◆ ABOUT THIS TASK ◆
Everything from the line containing "pinky dip: (392, 328)" through the last line of the records below should be printed exactly, please, and nothing else.

◆ TASK DATA ◆
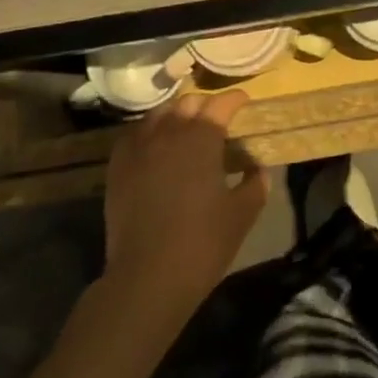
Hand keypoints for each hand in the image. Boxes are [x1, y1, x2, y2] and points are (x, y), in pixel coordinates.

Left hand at [102, 88, 269, 321]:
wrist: (146, 279)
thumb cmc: (201, 244)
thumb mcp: (241, 215)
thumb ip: (255, 185)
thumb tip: (258, 169)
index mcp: (202, 138)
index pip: (221, 104)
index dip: (235, 99)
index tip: (244, 102)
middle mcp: (170, 133)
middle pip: (189, 102)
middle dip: (206, 105)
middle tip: (217, 119)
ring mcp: (140, 148)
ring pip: (160, 114)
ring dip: (176, 114)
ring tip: (185, 129)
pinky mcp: (118, 167)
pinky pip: (134, 135)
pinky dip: (149, 132)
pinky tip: (155, 146)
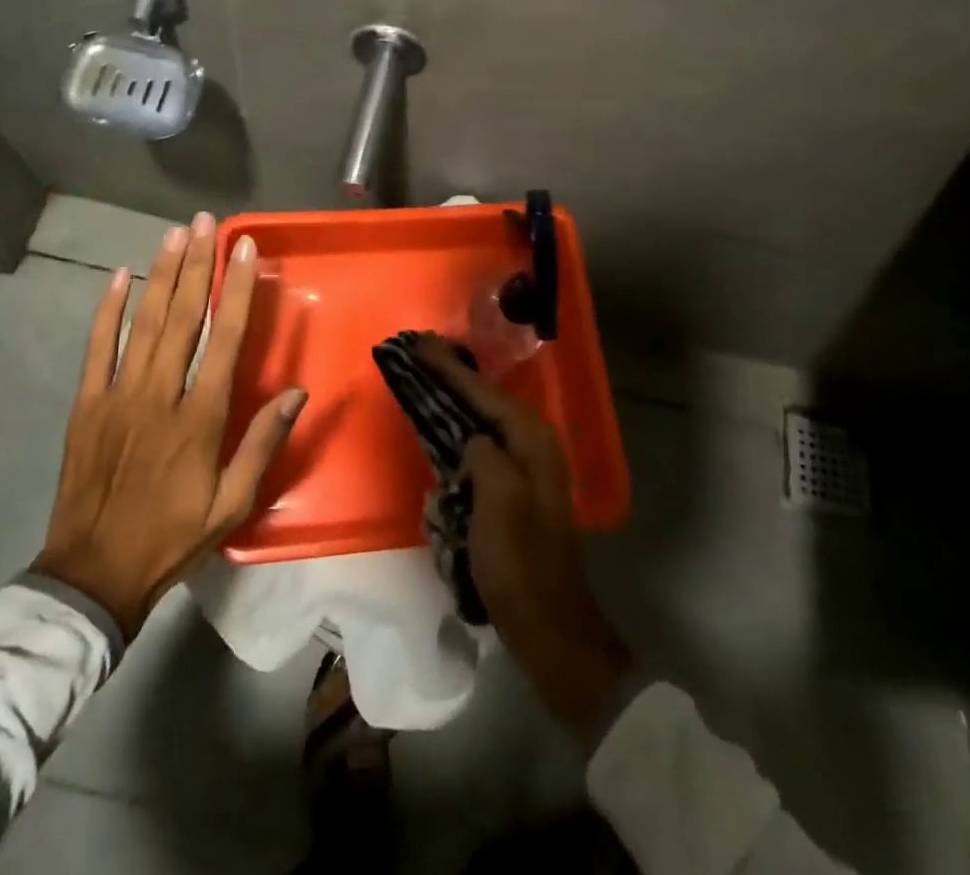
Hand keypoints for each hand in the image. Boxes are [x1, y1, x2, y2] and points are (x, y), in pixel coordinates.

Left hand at [32, 214, 306, 638]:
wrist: (93, 574)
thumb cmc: (172, 537)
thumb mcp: (231, 503)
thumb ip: (262, 444)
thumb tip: (297, 392)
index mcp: (200, 418)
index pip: (225, 338)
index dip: (237, 290)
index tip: (245, 250)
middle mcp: (160, 394)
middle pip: (182, 317)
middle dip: (196, 265)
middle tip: (205, 223)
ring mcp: (118, 396)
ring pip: (142, 323)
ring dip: (160, 275)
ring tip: (173, 234)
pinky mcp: (87, 404)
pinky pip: (97, 348)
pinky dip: (107, 310)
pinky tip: (119, 277)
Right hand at [413, 335, 632, 738]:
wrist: (549, 627)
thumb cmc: (521, 564)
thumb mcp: (499, 501)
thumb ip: (484, 454)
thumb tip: (472, 440)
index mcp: (533, 442)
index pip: (484, 392)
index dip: (450, 367)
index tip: (420, 343)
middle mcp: (534, 446)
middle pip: (484, 399)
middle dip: (452, 376)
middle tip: (420, 353)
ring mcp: (526, 470)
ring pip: (483, 421)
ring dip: (455, 400)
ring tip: (426, 380)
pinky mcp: (514, 492)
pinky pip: (481, 448)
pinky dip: (459, 433)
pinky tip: (442, 428)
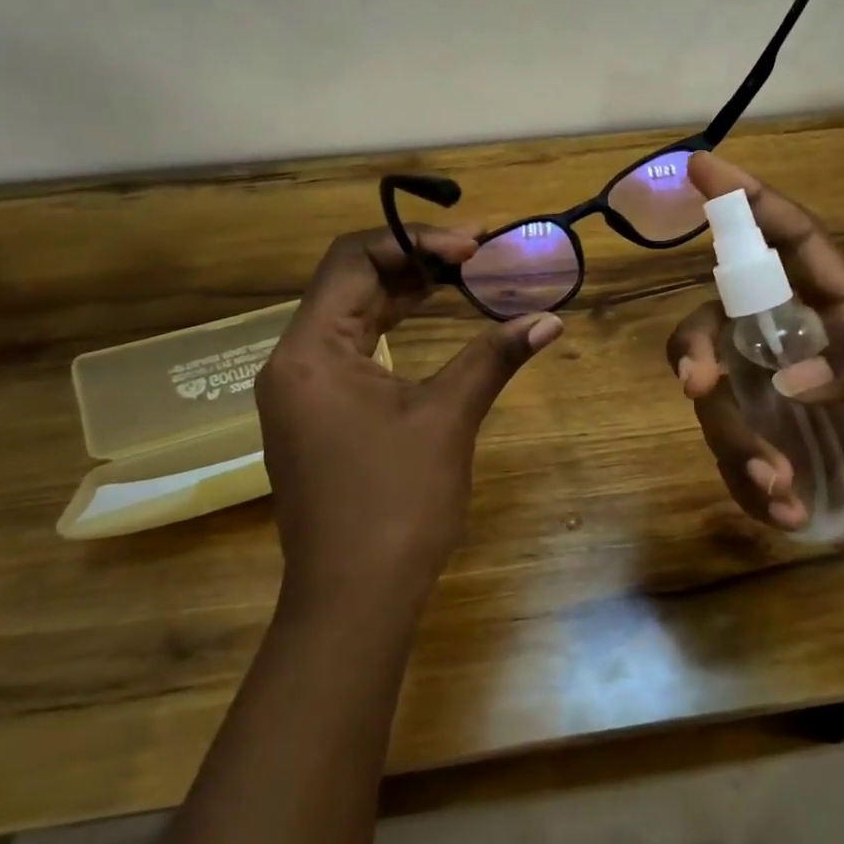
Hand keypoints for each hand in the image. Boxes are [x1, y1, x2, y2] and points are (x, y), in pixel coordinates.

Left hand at [257, 225, 561, 615]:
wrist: (353, 600)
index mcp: (310, 351)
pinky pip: (352, 349)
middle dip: (414, 261)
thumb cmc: (396, 503)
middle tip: (476, 253)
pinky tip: (430, 321)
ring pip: (351, 315)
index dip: (415, 242)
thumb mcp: (447, 419)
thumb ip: (493, 357)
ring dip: (404, 292)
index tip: (473, 247)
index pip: (353, 260)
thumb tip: (549, 319)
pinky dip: (392, 328)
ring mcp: (301, 391)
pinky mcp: (316, 415)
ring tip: (462, 277)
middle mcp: (294, 361)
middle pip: (350, 283)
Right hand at [667, 152, 843, 603]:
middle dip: (696, 346)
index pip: (790, 246)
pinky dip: (752, 490)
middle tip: (698, 383)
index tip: (703, 168)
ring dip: (738, 444)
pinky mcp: (768, 462)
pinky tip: (795, 513)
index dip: (749, 203)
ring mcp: (775, 410)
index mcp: (841, 319)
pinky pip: (730, 464)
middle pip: (719, 323)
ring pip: (715, 402)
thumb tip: (791, 378)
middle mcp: (794, 354)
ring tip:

◆ RESULT FOR THIS TASK ◆
pinky dip: (392, 328)
ring mcp: (301, 391)
pinky mcp: (316, 415)
ring tip: (462, 277)
middle mcp: (294, 361)
middle pip: (350, 283)
Right hand at [667, 152, 843, 603]:
middle dip: (696, 346)
index pip: (790, 246)
pinky dip: (752, 490)
middle tip: (698, 383)
index tip: (703, 168)
ring dip: (738, 444)
pinky mcp: (768, 462)
pinky tip: (795, 513)
index dip: (749, 203)
ring mcp: (775, 410)
index mcp: (841, 319)
pinky pip: (730, 464)
middle pip: (719, 323)
ring pip: (715, 402)
thumb tip: (791, 378)
middle mcp: (794, 354)
ring tip:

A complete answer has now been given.